(DATA SHOWN Opens)
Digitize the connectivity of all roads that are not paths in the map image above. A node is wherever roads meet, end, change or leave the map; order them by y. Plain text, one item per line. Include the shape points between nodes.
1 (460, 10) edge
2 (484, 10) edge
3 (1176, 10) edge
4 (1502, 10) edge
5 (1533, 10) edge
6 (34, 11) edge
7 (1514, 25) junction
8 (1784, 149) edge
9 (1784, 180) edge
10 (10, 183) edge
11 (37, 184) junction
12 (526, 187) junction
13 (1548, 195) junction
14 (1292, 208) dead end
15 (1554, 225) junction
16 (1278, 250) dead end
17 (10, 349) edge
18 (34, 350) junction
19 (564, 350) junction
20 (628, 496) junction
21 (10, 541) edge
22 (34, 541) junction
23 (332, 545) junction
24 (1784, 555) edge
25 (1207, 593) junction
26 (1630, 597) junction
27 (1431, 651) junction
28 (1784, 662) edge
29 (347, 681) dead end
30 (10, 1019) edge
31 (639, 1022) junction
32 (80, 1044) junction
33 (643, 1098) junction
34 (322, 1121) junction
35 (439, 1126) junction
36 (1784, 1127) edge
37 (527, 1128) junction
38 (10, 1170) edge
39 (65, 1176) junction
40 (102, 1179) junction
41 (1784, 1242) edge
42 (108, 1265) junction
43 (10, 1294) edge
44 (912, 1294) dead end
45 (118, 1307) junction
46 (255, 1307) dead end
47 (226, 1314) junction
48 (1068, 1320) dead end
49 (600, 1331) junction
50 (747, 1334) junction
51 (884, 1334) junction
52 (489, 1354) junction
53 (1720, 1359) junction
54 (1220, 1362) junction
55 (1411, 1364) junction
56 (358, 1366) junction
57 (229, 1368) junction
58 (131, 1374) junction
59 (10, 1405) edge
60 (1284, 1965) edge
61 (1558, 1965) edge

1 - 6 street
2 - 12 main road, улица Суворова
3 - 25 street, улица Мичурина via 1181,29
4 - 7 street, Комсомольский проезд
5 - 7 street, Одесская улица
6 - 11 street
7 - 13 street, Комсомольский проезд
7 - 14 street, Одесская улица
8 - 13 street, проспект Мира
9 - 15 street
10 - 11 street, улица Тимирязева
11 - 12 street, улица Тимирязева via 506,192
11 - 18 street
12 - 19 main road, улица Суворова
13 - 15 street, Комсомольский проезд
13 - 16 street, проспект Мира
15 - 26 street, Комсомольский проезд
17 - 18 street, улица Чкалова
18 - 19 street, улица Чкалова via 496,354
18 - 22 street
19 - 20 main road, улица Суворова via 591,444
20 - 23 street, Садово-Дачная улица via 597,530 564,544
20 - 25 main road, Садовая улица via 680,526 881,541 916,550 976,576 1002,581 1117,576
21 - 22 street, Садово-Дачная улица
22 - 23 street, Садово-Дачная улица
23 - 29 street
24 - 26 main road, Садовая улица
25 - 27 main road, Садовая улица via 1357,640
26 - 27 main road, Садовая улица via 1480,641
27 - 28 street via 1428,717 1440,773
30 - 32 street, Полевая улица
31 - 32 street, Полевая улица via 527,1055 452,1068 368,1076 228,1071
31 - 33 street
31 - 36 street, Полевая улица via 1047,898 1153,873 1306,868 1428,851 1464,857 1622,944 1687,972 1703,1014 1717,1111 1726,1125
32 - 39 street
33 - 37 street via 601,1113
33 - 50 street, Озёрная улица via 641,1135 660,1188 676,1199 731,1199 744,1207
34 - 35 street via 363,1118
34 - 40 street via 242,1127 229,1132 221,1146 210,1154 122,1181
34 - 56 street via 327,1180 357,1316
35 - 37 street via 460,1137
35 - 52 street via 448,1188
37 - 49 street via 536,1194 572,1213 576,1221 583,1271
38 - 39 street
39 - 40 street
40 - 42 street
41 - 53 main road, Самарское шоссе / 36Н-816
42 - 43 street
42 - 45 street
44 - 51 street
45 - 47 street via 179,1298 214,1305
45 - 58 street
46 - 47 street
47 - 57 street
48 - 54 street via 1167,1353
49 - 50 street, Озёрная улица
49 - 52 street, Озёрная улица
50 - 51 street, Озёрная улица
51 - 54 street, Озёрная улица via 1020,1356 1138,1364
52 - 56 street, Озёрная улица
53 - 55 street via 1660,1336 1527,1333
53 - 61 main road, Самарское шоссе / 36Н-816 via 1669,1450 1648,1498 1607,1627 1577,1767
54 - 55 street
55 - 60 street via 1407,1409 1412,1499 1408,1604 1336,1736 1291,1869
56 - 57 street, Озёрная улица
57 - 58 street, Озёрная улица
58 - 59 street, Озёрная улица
(DATA SHOWN Closes)
- TO DO -
Reproduce the records above word for word.

- REPLY TO THE TASK -
Digitize the connectivity of all roads that are not paths in the map image above. A node is wherever roads meet, end, change or leave the map; order them by y. Plain text, one item per line. Include the shape points between nodes.
1 (460, 10) edge
2 (484, 10) edge
3 (1176, 10) edge
4 (1502, 10) edge
5 (1533, 10) edge
6 (34, 11) edge
7 (1514, 25) junction
8 (1784, 149) edge
9 (1784, 180) edge
10 (10, 183) edge
11 (37, 184) junction
12 (526, 187) junction
13 (1548, 195) junction
14 (1292, 208) dead end
15 (1554, 225) junction
16 (1278, 250) dead end
17 (10, 349) edge
18 (34, 350) junction
19 (564, 350) junction
20 (628, 496) junction
21 (10, 541) edge
22 (34, 541) junction
23 (332, 545) junction
24 (1784, 555) edge
25 (1207, 593) junction
26 (1630, 597) junction
27 (1431, 651) junction
28 (1784, 662) edge
29 (347, 681) dead end
30 (10, 1019) edge
31 (639, 1022) junction
32 (80, 1044) junction
33 (643, 1098) junction
34 (322, 1121) junction
35 (439, 1126) junction
36 (1784, 1127) edge
37 (527, 1128) junction
38 (10, 1170) edge
39 (65, 1176) junction
40 (102, 1179) junction
41 (1784, 1242) edge
42 (108, 1265) junction
43 (10, 1294) edge
44 (912, 1294) dead end
45 (118, 1307) junction
46 (255, 1307) dead end
47 (226, 1314) junction
48 (1068, 1320) dead end
49 (600, 1331) junction
50 (747, 1334) junction
51 (884, 1334) junction
52 (489, 1354) junction
53 (1720, 1359) junction
54 (1220, 1362) junction
55 (1411, 1364) junction
56 (358, 1366) junction
57 (229, 1368) junction
58 (131, 1374) junction
59 (10, 1405) edge
60 (1284, 1965) edge
61 (1558, 1965) edge

1 - 6 street
2 - 12 main road, улица Суворова
3 - 25 street, улица Мичурина via 1181,29
4 - 7 street, Комсомольский проезд
5 - 7 street, Одесская улица
6 - 11 street
7 - 13 street, Комсомольский проезд
7 - 14 street, Одесская улица
8 - 13 street, проспект Мира
9 - 15 street
10 - 11 street, улица Тимирязева
11 - 12 street, улица Тимирязева via 506,192
11 - 18 street
12 - 19 main road, улица Суворова
13 - 15 street, Комсомольский проезд
13 - 16 street, проспект Мира
15 - 26 street, Комсомольский проезд
17 - 18 street, улица Чкалова
18 - 19 street, улица Чкалова via 496,354
18 - 22 street
19 - 20 main road, улица Суворова via 591,444
20 - 23 street, Садово-Дачная улица via 597,530 564,544
20 - 25 main road, Садовая улица via 680,526 881,541 916,550 976,576 1002,581 1117,576
21 - 22 street, Садово-Дачная улица
22 - 23 street, Садово-Дачная улица
23 - 29 street
24 - 26 main road, Садовая улица
25 - 27 main road, Садовая улица via 1357,640
26 - 27 main road, Садовая улица via 1480,641
27 - 28 street via 1428,717 1440,773
30 - 32 street, Полевая улица
31 - 32 street, Полевая улица via 527,1055 452,1068 368,1076 228,1071
31 - 33 street
31 - 36 street, Полевая улица via 1047,898 1153,873 1306,868 1428,851 1464,857 1622,944 1687,972 1703,1014 1717,1111 1726,1125
32 - 39 street
33 - 37 street via 601,1113
33 - 50 street, Озёрная улица via 641,1135 660,1188 676,1199 731,1199 744,1207
34 - 35 street via 363,1118
34 - 40 street via 242,1127 229,1132 221,1146 210,1154 122,1181
34 - 56 street via 327,1180 357,1316
35 - 37 street via 460,1137
35 - 52 street via 448,1188
37 - 49 street via 536,1194 572,1213 576,1221 583,1271
38 - 39 street
39 - 40 street
40 - 42 street
41 - 53 main road, Самарское шоссе / 36Н-816
42 - 43 street
42 - 45 street
44 - 51 street
45 - 47 street via 179,1298 214,1305
45 - 58 street
46 - 47 street
47 - 57 street
48 - 54 street via 1167,1353
49 - 50 street, Озёрная улица
49 - 52 street, Озёрная улица
50 - 51 street, Озёрная улица
51 - 54 street, Озёрная улица via 1020,1356 1138,1364
52 - 56 street, Озёрная улица
53 - 55 street via 1660,1336 1527,1333
53 - 61 main road, Самарское шоссе / 36Н-816 via 1669,1450 1648,1498 1607,1627 1577,1767
54 - 55 street
55 - 60 street via 1407,1409 1412,1499 1408,1604 1336,1736 1291,1869
56 - 57 street, Озёрная улица
57 - 58 street, Озёрная улица
58 - 59 street, Озёрная улица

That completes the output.